Ketiga, terdapat ketidakcocokan antara keterampilan yang dimiliki oleh lulusan sekolah atau perguruan tinggi dengan kebutuhan tenaga kerja di industri.
Keempat, perubahan-perubahan inovatif yang meningkatkan efisiensi dalam proses produksi dan bisnis, sehingga mengakibatkan pengurangan jumlah pekerjaan.
Kelima, dalam konteks globalisasi, negara-negara yang mampu memproduksi barang atau jasa secara efisien akan mengalami peningkatan permintaan produksi, sementara negara-negara yang kurang efisien akan mengalami tingkat pengangguran yang tinggi. Faktor-faktor di atas menggambarkan kurangnya keterlibatan negara dalam menyediakan lapangan kerja bagi masyarakat. Sistem ekonomi liberal menjadi akar masalah pengangguran, karena tanggung jawab penyediaan lapangan kerja sering kali dialihkan kepada perusahaan swasta. Lulusan sekolah atau perguruan tinggi sering kali harus menyesuaikan diri dengan kebutuhan industri.
Dampak dari meningkatnya jumlah generasi muda yang termasuk dalam kategori NEET dapat berdampak negatif bagi suatu negara. Pertama, penerimaan pajak akan menurun karena banyaknya Gen Z yang menganggur, yang berarti mereka tidak dapat menyumbangkan pajak penghasilan (PPh) karena tidak memiliki pendapatan. Ini berarti negara kehilangan sumber pendapatan yang potensial, dengan fokus pada pajak saat ini tanpa mempertimbangkan masa depan generasi. Kedua, pertumbuhan ekonomi terhambat karena Gen Z yang tidak bekerja tidak akan berkontribusi dalam konsumsi, yang pada gilirannya akan menekan produksi dan mengurangi minat perusahaan untuk melakukan ekspansi bisnis atau membuka usaha baru. Ini dapat menghambat mesin ekonomi dari investasi. Ketiga, tabungan masyarakat akan menurun, yang merupakan sumber pembiayaan penting untuk pembangunan. Keempat, meningkatnya jumlah Gen Z yang menganggur akan meningkatkan beban masyarakat dan menyebabkan masalah sosial, seperti peningkatan permintaan bantuan sosial dan layanan kesehatan, serta potensi munculnya penyakit sosial seperti gelandangan atau pengemis. Sistem kapitalis cenderung melihat masyarakat dari sudut pandang untung rugi, sehingga banyaknya Gen Z yang menganggur dianggap sebagai beban bagi negara. Kelima, dampak-dampak ini mengindikasikan bahwa kekhawatiran pemerintah terhadap jumlah besar Gen Z yang menganggur tidak hanya berdampak pada masa depan generasi tersebut, tetapi juga dapat menghambat pertumbuhan ekonomi negara. Hal ini juga mengancam pencapaian target Indonesia Emas 2045.

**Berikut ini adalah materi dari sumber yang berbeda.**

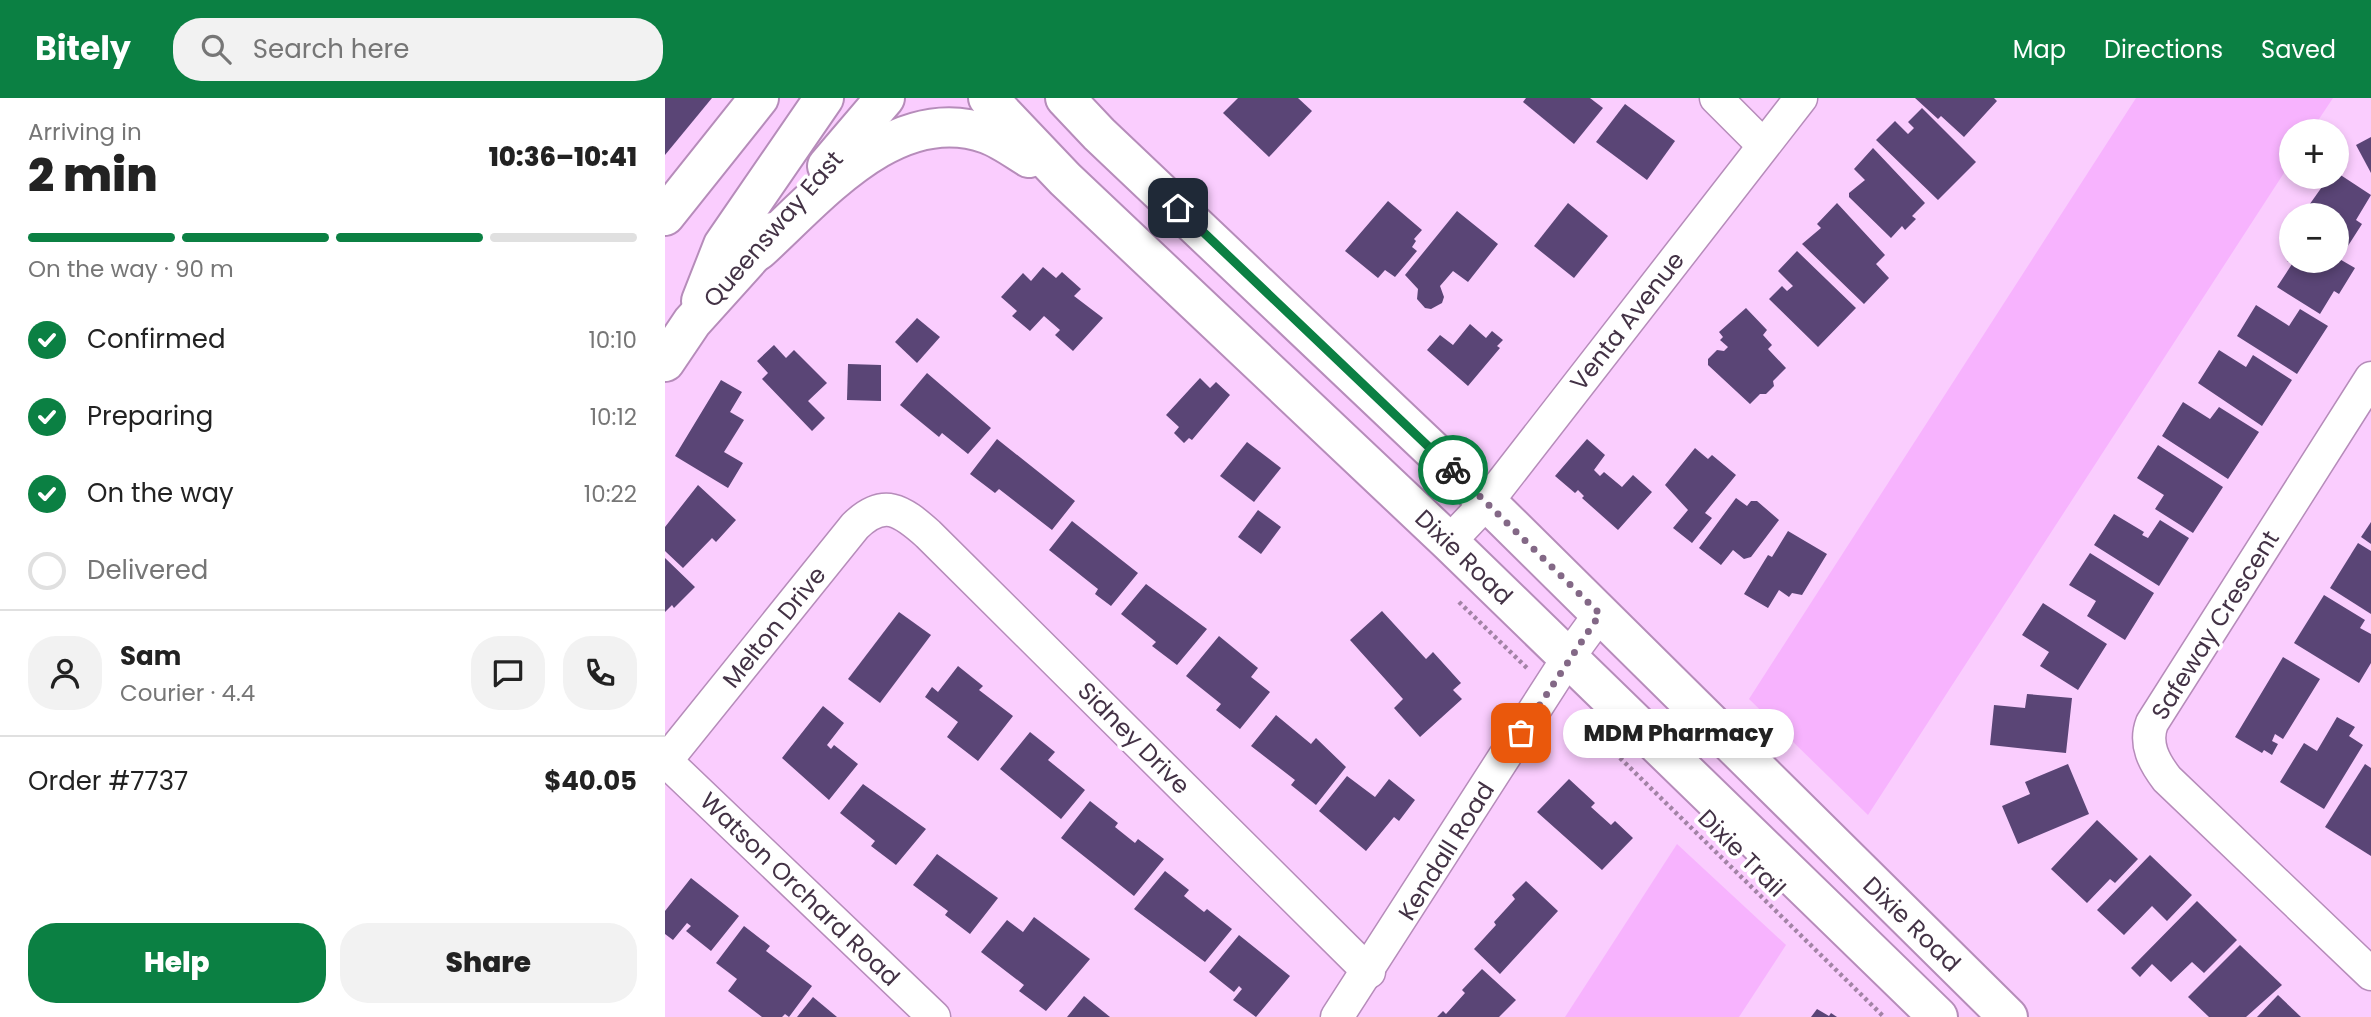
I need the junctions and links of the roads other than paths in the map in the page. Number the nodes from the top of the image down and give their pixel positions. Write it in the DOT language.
graph roads {
  1 [pos="759,98"];
  2 [pos="824,98"];
  3 [pos="885,98"];
  4 [pos="988,98"];
  5 [pos="1065,98"];
  6 [pos="1081,98"];
  7 [pos="1716,98"];
  8 [pos="1801,98"];
  9 [pos="1099,134"];
  10 [pos="1763,145"];
  11 [pos="1065,179"];
  12 [pos="665,216"];
  13 [pos="758,251"];
  14 [pos="692,322"];
  15 [pos="665,362"];
  16 [pos="2371,378"];
  17 [pos="1487,502"];
  18 [pos="894,510"];
  19 [pos="1449,542"];
  20 [pos="1600,614"];
  21 [pos="1568,658"];
  22 [pos="665,761"];
  23 [pos="1369,972"];
  24 [pos="2371,974"];
  25 [pos="2001,1014"];
  26 [pos="934,1017"];
  27 [pos="1337,1017"];
  28 [pos="1938,1017"];
  1 -- 12 [label="main road"];
  2 -- 14 [label="main road"];
  3 -- 13 [label="main road, Queensway East"];
  4 -- 11 [label="main road, Dixie Road"];
  5 -- 9 [label="main road, Dixie Road"];
  6 -- 9 [label="main road"];
  7 -- 10 [label="street"];
  8 -- 10 [label="street, Venta Avenue"];
  9 -- 17 [label="main road, Dixie Road"];
  10 -- 17 [label="street, Venta Avenue"];
  11 -- 13 [label="main road"];
  11 -- 19 [label="main road, Dixie Road"];
  13 -- 14 [label="main road, Queensway East"];
  14 -- 15 [label="main road, Queensway East"];
  16 -- 24 [label="street, Safeway Crescent"];
  17 -- 19 [label="street, Venta Avenue"];
  17 -- 20 [label="main road, Dixie Road"];
  18 -- 22 [label="street, Melton Drive"];
  18 -- 23 [label="street, Sidney Drive"];
  19 -- 21 [label="main road, Dixie Road"];
  20 -- 21 [label="street, Kendall Road"];
  20 -- 25 [label="main road, Dixie Road"];
  21 -- 23 [label="street, Kendall Road"];
  21 -- 28 [label="main road, Dixie Road"];
  22 -- 26 [label="street, Watson Orchard Road"];
  23 -- 27 [label="street, Kendall Road"];
}
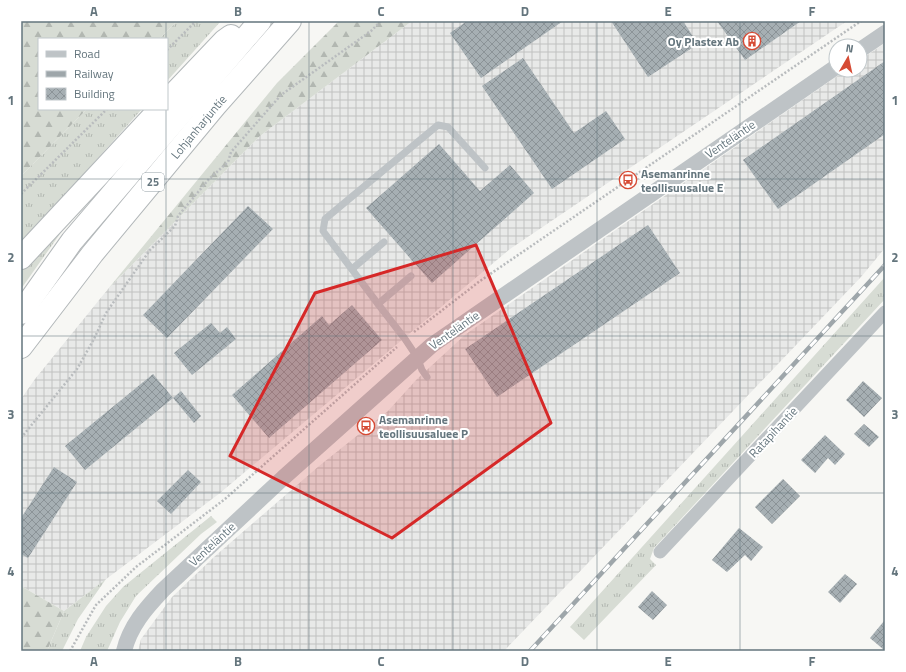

Tentunya hal ini hanya dapat diatasi oleh sistem Islam. Kebijakan dalam sistem Islam akan berkomitmen untuk mempersiapkan generasi yang unggul, bukan generasi yang menganggur. Ada beberapa langkah yang bisa dilakukan oleh negara.
Pertama, Departemen Pendidikan akan menyelenggarakan pendidikan yang mampu melahirkan teknokrat dan ilmuwan yang berakhlak Islam, serta mampu mengelola sumber daya alam menjadi teknologi canggih atau pesawat tempur modern. Biaya pendidikan akan ditanggung oleh negara sehingga dapat dinikmati oleh seluruh rakyat tanpa dipungut biaya.
Kedua, negara akan mendirikan sejumlah industri yang terkait dengan harta kekayaan umum. Banyak masyarakat, termasuk generasi muda, akan direkrut untuk bekerja di industri-industri tersebut. Generasi yang memiliki kualitas unggul akan mengelola kekayaan umum sesuai dengan prinsip Islam dan kepentingan umum.
Ketiga, fokus pada pembentukan generasi sebagai pemimpin atau intelektual, bukan sebagai penganggur. Departemen Pendidikan akan menyelenggarakan pendidikan di perguruan tinggi yang mampu melahirkan ulama, mujtahid, pemikir.